I’m not certain, but I think the declaration referenced in the exchange above was this declaration filed by Marilyn A. Dorn, a CIA Information Review Officer.  Dated March 30, 2005, the declaration contends that confirming or denying the existence of the MON and the two legal memos would “cause serious damage to the national security of the United States because confirming the existence or non-existence of records would give our enemies information about specific intelligence methods and activities utilized by the CIA.”

Judge Hellerstein wasn’t entirely persuaded by the declaration—six months after Dorn filed the declaration, he accepted the CIA’s Glomar response with respect to the MON and one of the legal memos but rejected it with respect to the other legal memo.  But, again, the CIA’s position in 2005 was that none of the documents could be acknowledged—let alone publicly disclosed, even in part—without causing “serious damage to the national security.”  Even after it was forced to abandon its Glomar response, the CIA maintained that the MON was so sensitive that even the font of the document was classified.

As the SSCI report makes clear, CIA lawyers didn’t really believe what the agency was saying in its sworn declarations.  They understood that the sworn declarations the agency was filing in federal court were “work[s] of fiction.”  The agency was telling the courts that nothing could be disclosed about its torture program without compromising national security, but at the same time, it was providing quotations and “facts” to the media in order to persuade the public that its activities were lawful, necessary and effective.

If all of this sounds familiar, it’s because the CIA is now doing precisely the same thing with respect to the targeted-killing program. To the courts, the CIA says that any disclosure about the program will gravely compromise national security.  To the media, it supplies a continuous stream of cherry-picked facts meant to cast the program in the most favorable light.
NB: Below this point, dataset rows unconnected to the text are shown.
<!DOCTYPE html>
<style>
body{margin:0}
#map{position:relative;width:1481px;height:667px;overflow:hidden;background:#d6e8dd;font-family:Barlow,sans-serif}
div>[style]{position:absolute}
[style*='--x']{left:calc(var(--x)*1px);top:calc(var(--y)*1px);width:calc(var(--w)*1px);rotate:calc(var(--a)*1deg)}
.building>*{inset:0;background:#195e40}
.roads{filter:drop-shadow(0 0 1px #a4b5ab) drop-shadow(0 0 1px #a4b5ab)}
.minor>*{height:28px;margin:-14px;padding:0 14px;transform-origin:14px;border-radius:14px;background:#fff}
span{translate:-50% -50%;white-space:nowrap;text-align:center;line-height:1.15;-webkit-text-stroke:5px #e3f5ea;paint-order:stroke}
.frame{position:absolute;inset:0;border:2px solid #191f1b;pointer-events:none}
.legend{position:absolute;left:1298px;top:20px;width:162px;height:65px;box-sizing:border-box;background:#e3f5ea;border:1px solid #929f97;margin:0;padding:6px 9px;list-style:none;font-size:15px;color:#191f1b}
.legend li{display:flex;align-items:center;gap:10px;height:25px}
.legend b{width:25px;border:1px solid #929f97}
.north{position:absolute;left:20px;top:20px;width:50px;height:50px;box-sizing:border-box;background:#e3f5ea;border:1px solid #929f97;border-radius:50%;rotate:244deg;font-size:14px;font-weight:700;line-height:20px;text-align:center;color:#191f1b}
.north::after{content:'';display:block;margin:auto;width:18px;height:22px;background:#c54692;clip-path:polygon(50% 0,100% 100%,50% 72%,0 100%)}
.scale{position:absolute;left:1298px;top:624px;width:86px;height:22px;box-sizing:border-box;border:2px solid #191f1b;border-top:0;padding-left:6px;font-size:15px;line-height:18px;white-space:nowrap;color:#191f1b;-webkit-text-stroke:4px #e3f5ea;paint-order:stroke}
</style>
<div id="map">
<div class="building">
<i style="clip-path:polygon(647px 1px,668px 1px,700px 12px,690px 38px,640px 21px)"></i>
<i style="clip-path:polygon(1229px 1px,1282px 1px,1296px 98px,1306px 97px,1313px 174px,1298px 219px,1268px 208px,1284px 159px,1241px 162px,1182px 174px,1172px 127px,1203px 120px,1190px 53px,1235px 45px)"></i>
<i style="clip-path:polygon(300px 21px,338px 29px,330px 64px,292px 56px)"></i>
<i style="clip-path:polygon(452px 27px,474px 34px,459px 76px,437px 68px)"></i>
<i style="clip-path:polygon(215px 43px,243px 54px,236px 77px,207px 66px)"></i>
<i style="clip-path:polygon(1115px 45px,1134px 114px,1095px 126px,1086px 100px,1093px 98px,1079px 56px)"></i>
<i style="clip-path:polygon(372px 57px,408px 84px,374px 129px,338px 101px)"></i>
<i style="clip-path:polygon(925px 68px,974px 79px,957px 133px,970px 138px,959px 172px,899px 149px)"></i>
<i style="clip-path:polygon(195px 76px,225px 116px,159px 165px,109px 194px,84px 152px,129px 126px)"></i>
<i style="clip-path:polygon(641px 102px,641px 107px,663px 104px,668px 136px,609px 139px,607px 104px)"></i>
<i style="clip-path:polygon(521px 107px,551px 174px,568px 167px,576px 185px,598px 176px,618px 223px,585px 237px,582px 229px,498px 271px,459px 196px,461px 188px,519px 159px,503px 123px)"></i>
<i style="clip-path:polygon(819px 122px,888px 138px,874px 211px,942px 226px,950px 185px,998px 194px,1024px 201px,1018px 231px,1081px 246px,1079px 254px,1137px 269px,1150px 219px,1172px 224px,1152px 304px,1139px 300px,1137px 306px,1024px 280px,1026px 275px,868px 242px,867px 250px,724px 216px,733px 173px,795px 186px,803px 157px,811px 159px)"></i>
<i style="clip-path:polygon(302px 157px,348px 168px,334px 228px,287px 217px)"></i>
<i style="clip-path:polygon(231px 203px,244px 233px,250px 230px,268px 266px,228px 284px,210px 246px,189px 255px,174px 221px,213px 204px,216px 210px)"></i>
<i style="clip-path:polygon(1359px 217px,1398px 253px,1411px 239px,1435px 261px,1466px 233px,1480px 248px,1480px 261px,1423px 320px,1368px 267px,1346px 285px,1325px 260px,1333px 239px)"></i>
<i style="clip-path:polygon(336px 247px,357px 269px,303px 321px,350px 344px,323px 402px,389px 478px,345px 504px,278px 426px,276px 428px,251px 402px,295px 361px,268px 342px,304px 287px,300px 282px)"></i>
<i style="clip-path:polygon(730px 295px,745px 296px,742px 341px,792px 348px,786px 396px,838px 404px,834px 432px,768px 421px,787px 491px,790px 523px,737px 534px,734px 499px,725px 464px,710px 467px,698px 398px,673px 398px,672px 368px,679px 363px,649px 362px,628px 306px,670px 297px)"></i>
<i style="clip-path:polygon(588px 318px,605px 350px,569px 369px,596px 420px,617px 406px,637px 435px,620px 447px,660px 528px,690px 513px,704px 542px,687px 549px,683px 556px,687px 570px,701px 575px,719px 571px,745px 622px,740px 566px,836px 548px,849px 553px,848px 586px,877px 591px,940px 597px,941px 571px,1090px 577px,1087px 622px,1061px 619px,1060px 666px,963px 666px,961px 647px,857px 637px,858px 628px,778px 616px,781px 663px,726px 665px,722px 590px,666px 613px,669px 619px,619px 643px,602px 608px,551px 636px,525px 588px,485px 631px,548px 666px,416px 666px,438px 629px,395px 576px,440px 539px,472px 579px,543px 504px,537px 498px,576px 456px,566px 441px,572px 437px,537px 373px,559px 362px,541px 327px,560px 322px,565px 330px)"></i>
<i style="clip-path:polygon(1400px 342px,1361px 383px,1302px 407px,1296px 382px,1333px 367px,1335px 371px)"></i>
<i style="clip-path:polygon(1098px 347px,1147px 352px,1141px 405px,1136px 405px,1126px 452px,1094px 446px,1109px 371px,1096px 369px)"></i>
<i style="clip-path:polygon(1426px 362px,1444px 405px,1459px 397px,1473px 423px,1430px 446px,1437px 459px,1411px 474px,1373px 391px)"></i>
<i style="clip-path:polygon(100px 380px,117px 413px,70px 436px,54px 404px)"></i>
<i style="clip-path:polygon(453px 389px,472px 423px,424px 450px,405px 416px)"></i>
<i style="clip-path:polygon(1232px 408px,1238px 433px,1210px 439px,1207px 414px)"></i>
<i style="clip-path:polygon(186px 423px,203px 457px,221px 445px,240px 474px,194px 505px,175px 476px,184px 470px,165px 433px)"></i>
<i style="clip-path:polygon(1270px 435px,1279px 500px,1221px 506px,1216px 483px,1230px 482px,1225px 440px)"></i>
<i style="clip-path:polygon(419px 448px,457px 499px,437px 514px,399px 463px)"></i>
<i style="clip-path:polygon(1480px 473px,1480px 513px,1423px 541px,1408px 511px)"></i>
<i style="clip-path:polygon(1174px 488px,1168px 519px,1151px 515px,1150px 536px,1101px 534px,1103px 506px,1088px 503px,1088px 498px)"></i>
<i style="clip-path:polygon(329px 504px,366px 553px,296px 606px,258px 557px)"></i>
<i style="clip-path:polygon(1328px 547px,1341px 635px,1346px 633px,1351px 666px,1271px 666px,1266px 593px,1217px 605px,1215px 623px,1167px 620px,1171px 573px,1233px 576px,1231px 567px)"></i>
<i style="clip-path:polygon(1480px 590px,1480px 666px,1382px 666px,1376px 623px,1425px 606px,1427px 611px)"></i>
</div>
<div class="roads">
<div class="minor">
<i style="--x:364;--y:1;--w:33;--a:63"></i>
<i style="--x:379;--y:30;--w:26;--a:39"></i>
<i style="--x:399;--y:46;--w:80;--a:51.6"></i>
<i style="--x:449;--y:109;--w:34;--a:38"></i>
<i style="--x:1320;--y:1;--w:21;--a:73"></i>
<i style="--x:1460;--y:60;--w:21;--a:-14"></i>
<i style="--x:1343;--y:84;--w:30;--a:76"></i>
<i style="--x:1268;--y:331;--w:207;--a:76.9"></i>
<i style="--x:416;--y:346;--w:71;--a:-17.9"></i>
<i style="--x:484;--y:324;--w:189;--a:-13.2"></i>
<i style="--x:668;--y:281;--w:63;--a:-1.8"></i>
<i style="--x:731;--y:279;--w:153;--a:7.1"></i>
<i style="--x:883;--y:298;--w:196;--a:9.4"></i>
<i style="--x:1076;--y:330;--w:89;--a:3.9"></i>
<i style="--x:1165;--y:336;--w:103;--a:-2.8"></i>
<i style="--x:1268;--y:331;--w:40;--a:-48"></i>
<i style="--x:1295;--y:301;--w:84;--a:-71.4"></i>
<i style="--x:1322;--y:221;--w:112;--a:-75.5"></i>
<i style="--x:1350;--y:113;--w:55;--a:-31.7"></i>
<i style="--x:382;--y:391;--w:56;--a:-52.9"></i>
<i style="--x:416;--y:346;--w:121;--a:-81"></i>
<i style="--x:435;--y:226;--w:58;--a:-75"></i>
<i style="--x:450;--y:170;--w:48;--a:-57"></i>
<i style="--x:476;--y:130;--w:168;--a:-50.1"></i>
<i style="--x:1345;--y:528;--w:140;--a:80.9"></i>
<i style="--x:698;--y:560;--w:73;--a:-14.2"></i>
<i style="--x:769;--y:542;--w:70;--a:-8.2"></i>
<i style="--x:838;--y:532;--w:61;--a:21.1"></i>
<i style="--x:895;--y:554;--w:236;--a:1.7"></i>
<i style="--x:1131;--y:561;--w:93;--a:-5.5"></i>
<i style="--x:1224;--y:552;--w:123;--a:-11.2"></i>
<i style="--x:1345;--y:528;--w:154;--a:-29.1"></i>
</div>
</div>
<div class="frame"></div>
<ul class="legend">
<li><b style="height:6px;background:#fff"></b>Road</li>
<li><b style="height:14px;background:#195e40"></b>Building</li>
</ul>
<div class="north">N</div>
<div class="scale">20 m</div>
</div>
The SSCI report makes clear that some CIA lawyers were uncomfortable with the chasm between the agency’s representations to the court in the torture FOIA litigation and the agency’s actual conduct.  According to the SSCI, some CIA lawyers “urged that CIA leadership … ‘confront the inconsistency’ between CIA court declarations ‘about how critical it is to keep this information secret’ and the CIA ‘planning to reveal darn near the entire” program.’” Presumably those lawyers were worried about the possibility that a court would sanction the agency’s declarants; perhaps they were also worried about compliance with their own professional obligations. One wonders whether the CIA’s lawyers are worried about the same things today.